— Кати, ты что, не умеешь петь?
— Я уже причесалась, — говорит она. — Видишь, когда нет волос, гребень царапается.
Лагерный двор — опустевшая деревня, палимая солнцем; по краям облаков — огненные фестоны. Моя тетка Фини как-то показала на альпийскую лужайку под закатным солнцем. Ветер вздымал теткины волосы, словно птичье гнездо, и прорезал затылок посредине белым пробором.

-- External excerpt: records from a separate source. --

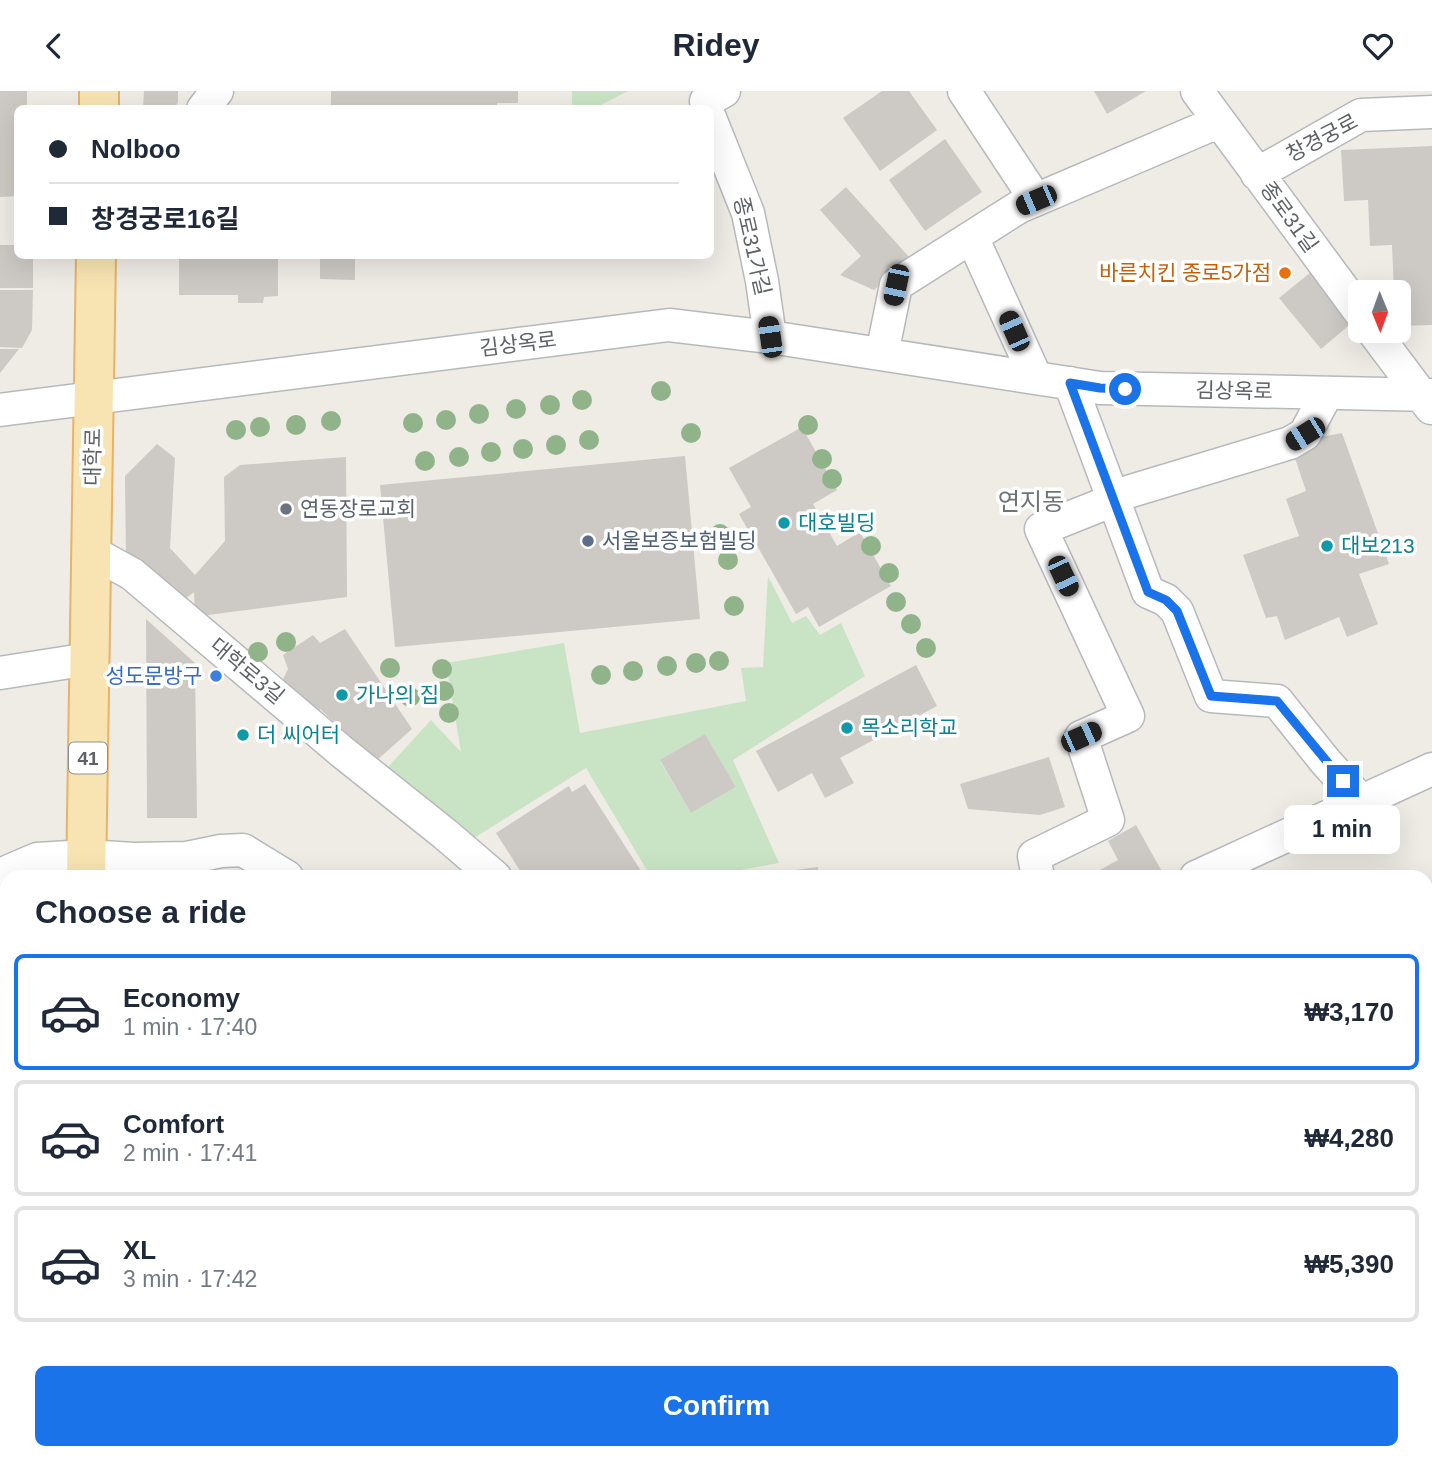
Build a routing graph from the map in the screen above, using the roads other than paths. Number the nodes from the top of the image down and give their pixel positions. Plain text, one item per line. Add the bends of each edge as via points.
1 (964, 91) edge
2 (1197, 91) edge
3 (1432, 112) edge
4 (714, 121) edge
5 (1218, 122) junction
6 (1257, 174) junction
7 (1036, 200) junction
8 (972, 237) junction
9 (96, 259) edge
10 (1348, 296) edge
11 (770, 337) junction
12 (1383, 343) edge
13 (882, 354) junction
14 (1036, 379) junction
15 (1070, 383) junction
16 (1327, 393) junction
17 (94, 398) junction
18 (1429, 398) edge
19 (0, 410) edge
20 (1114, 500) junction
21 (92, 552) junction
22 (89, 659) junction
23 (0, 673) edge
24 (1431, 772) edge
25 (1361, 801) junction
26 (86, 867) edge
27 (12, 870) edge
28 (275, 870) edge
29 (487, 870) edge
30 (1037, 870) edge
31 (1211, 870) edge

1 - 7 street
2 - 5 street, 종로31길
3 - 6 street, 창경궁로 via 1361,115
4 - 11 street, 종로31가길 via 748,213
5 - 6 street, 종로31길
5 - 7 street
6 - 10 street, 종로31길
7 - 8 street
8 - 13 street via 896,285
8 - 14 street
9 - 17 main road, 대학로 / 41
11 - 13 street, 김상옥로
11 - 17 street, 김상옥로 via 669,325
12 - 18 street
13 - 14 street, 김상옥로
14 - 15 street, 김상옥로
15 - 16 street, 김상옥로 via 1100,388
15 - 20 street
16 - 18 street, 김상옥로
16 - 20 street via 1305,434 1290,443 1121,493
17 - 19 street, 김상옥로
17 - 21 main road, 대학로 / 41
20 - 25 street via 1148,592 1177,611 1211,696 1277,701
20 - 30 street via 1041,529 1128,716 1081,737 1108,820 1034,856
21 - 22 main road, 대학로 / 41
21 - 29 street, 대학로3길 via 132,574
22 - 23 street
22 - 26 main road, 대학로 / 41
24 - 25 street
25 - 31 street
26 - 27 street via 37,859
26 - 28 street via 243,851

— Гляди, младенец Христос печет рождественский пирог, — сказала она.
Я спросил:
— Уже сейчас печет?
— Уже сейчас.
Есть скука пустых разговоров, точнее — упущенных случаев. Чтобы выразить даже скромное желание, употребляют много слов, и ни одно, наверно, не лишнее. Я зачастую избегаю разговоров, а когда сам ищу для них повод, то все равно их боюсь, особенно разговоров с Беа Цакель. Вполне возможно, что, говоря с Беа Цакель, я ничего вовсе и не жду от нее. Что я погружаюсь в ее продолговатые глаза, потому что хочу молить о милости Тура Прикулича. В сущности, я со всеми веду больше разговоров, чем мне бы хотелось, — чтобы меньше времени оставаться одному. Как будто в лагере вообще можно побыть одному. Это невозможно никак, даже если лагерь — опустевшая деревня, палимая солнцем.
Всегда одно и то же: я ложусь на нары, потому что так тихо, как теперь, потом уже не будет, все придут с работы. Те, кто работает в ночную смену, спят недолго. После четырех часов необходимого сна мне больше спать не хочется. Я могу посчитать, сколько еще ждать, пока в лагере пройдет скучная весна вместе со следующей бессмысленной годовщиной мира и слухами, что нас скоро отпустят домой. В эту новую годовщину я буду лежать на новой траве, закрепив у себя на спине всю землю. Но нас отсюда перешлют в другой лагерь, еще восточней, на лесоповал. Я представлял себе, как складываю свои подвальные вещи в патефонный чемодан и все никак не управлюсь. А другие уже ждут. Паровоз свистит, я в последний момент вскакиваю на подножку. Мы едем от ельника к ельнику. Ели бросаются в стороны, увертываясь от рельс, а когда поезд проезжает, снова смыкаются. Мы прибываем на новое место и высаживаемся, первым — комендант Шиштванёнов. Я не тороплюсь; никто, надеюсь, не заметит, что у меня в патефонном чемодане нет ни пилы, ни топора, а только вещи из подвала и белый носовой платок. Комендант после высадки сразу переоделся, теперь у него на мундире костяные пуговицы, а на погонах — дубовые листья, хоть мы и в еловом лесу. Ему не терпится: «Давай, давай! — орет он мне. — Пил и топоров у нас предостаточно». Я выпрыгиваю из вагона, и он сует мне в руки коричневый бумажный мешок. «Опять цемент», — думаю. Однако в углу мешок прорван, и из него струится белая мука. Я благодарю за подарок, беру мешок под левую руку, а правой отдаю честь. Шиштванёнов говорит: «Вольно. И здесь, в горах, мы тоже будем взрывать». Тут я понимаю, что белая мука — динамит.